Die Nachäffer, Gleicheserzähler wollten Wahlstimmen abfischen bei den Leuten, die IHM zu den hohen Zustimmungswerten verhalfen. Was ihnen denn nur sehr geringfügig gelang. Schließlich war die eine Partei Wahlsieger, Anno '33. Und der Rest, der konnte nur noch darin die Bestimmung finden, mitzuhelfen, als diejenigen, knapp dasselbe rüberbringend, der einen siegreichen Partei, der SEINEN, weiterzuhelfen.

Der eine greise Weltkriegsgeneral, ehemals ruhmreich, der war mit seinen Seilschaften dann ein mitentscheidender Faktor. Ihnen nichts zu verbauen, ihnen doch den Raum für den allerletzten Schritt zu geben. Daß sie wirklich nichts mehr zu befürchten hatten, mit ihrem Wunsch, die Demokratie der Weimarer Republik hinwegzufegen.

Zu einem Ein-Parteien-Staat wandelte sich nun alles. Das wurde verfassungsgemäß. Amtlich. Der "Führer" durfte ab da mit den seinen durchregieren. Seine Sitte: der blutige Willkürstaat. Widerspruch: zwecklos.

So war damals das Ende der Demokratie der Weimarer Republik. Als all zu viele sich damit abmühten, wie der mit dem "Tramp"-Bärtchen daherzukommen. Sein Gestus wurde kopiert. Weil er mit solchem Auftreten so gut bei Wahlvolk ankam, daß sie meinten, wenn sie nur in ähnlicher Weise was rüberbrachten, dann ...

Gleich hatte man sich mit ihm gemacht. Und trotzdem: So richtig mächtig tragfähig war das für einen als Mitglied einer anderen Partei nach '33 nicht, daß man größer Halt gehabt hätte. Bei IHM. Oder kennt wer heute all zu viele der Namen der Steigbügelhalter, ohne in einem Lexikon nachsehen zu müssen, wie deren Namen wären?

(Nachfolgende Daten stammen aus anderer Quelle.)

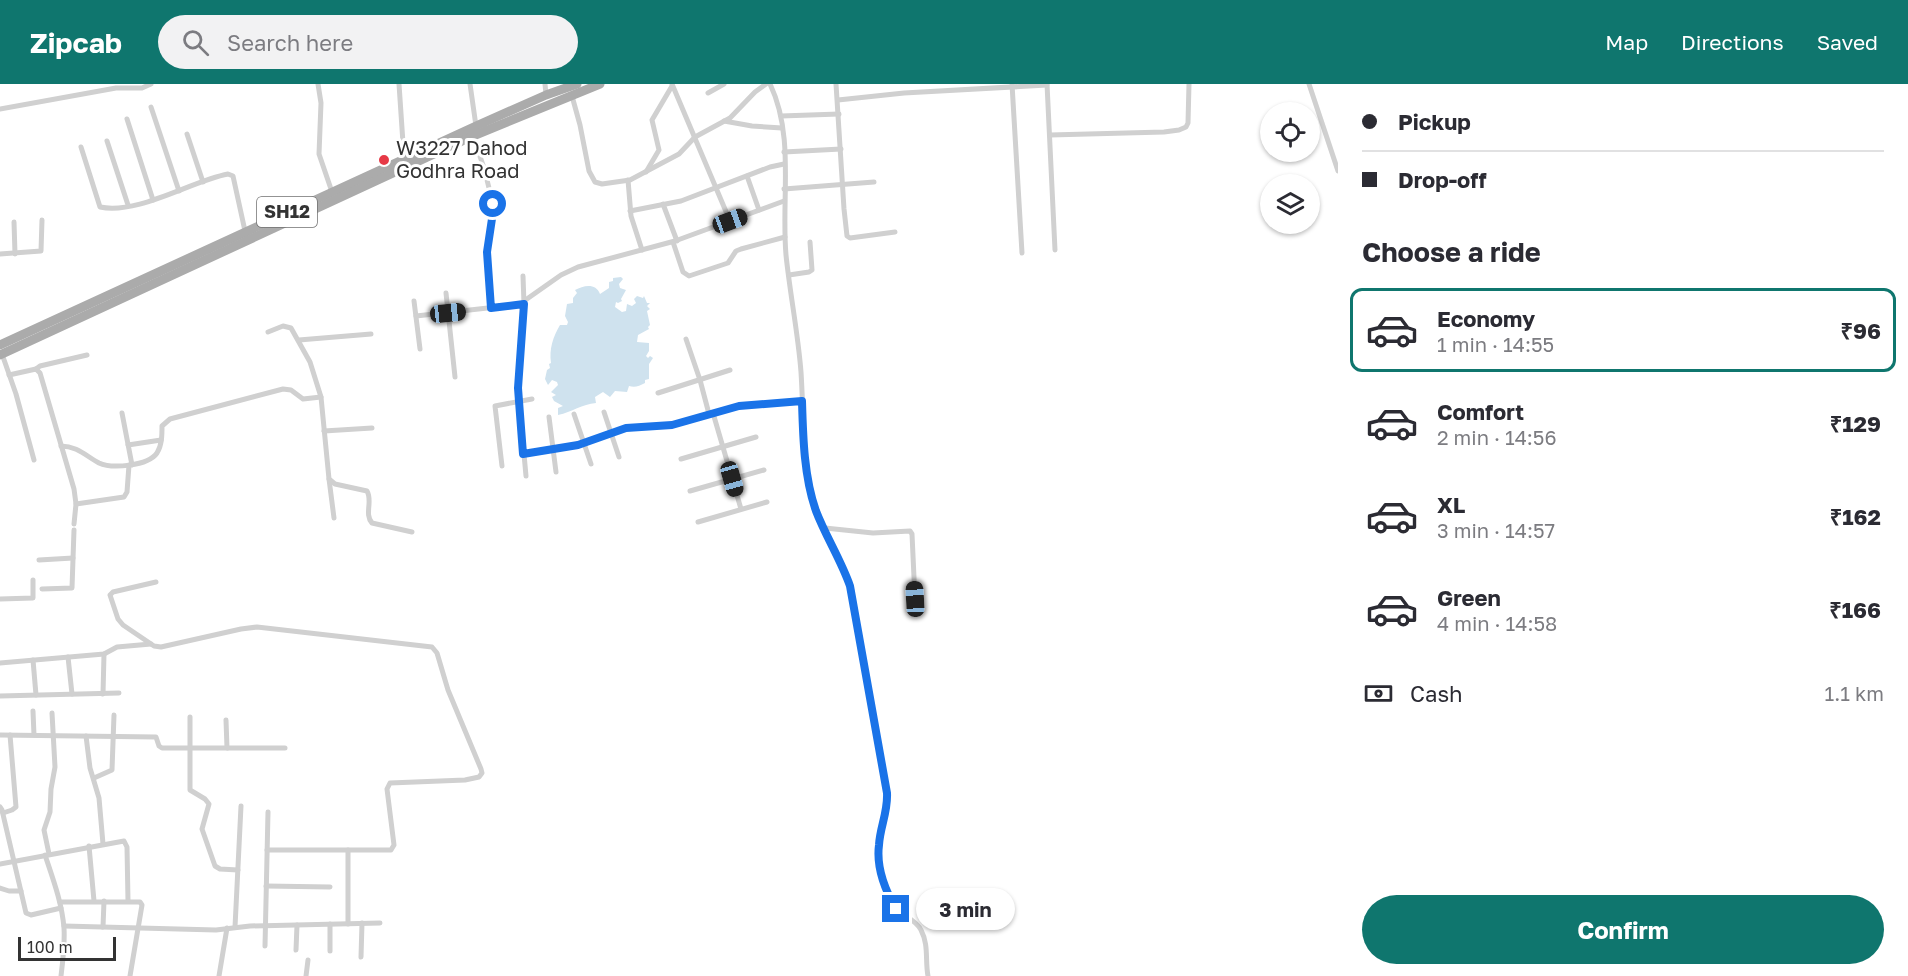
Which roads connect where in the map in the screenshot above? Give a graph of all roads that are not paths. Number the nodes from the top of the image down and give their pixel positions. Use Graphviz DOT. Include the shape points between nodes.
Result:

Ist's nicht auffällig, daß nur die Sozialdemokraten heute so heißen, wie sie auch zu Zeiten der "Weimarer Republik" hießen. Als hätte es all die anderen damals nicht ebenso bereits gegeben.

Nur, nach dem zweiten Weltkrieg, tauften sie sich lieber allesamt um.

Wahrscheinlich, daß sie sich als was "Neues" verkaufen konnten.

Heute kennt sie jeder als "CDU/CSU", "FDP". Wie sie sich in der "Weimarer Republik" nannten, das weiß dagegen fast keiner. Damals, als der Charlie Chaplin-Imitation die Steigbügel zum Raufsteigen hingehalten wurden. Von IHNEN. Den letzten Weg durfte er mit der Hilfe von ein paar Nützlichen von DORT auch noch beschreiten. Die, die andere Parteizugehörigkeit hatten, die ihm aushalfen, daß er sein Plätzchen einnehmen konnte. Daß es dabei nicht zuviel unnötige Verzögerung gab, keine größeren Fisimatenten nebenher entstanden. Militär und Polizei war belämmert-beruhigte Szene.

Für die folgenden zwölf lange Jahre war dem so, daß DAS vorherrschte. Dieser Staat, in dem es lediglich eine Partei gab. Der Rest an vertrauten Parteibezeichnungen, der verlor sich aus dem Blick. Erst als der große Krieg vorüberging ...

Nein, damit kehrten DIE nicht zurück.

Da schien es einigen besser so, nicht zu heißen, wie man vor '33 hieß.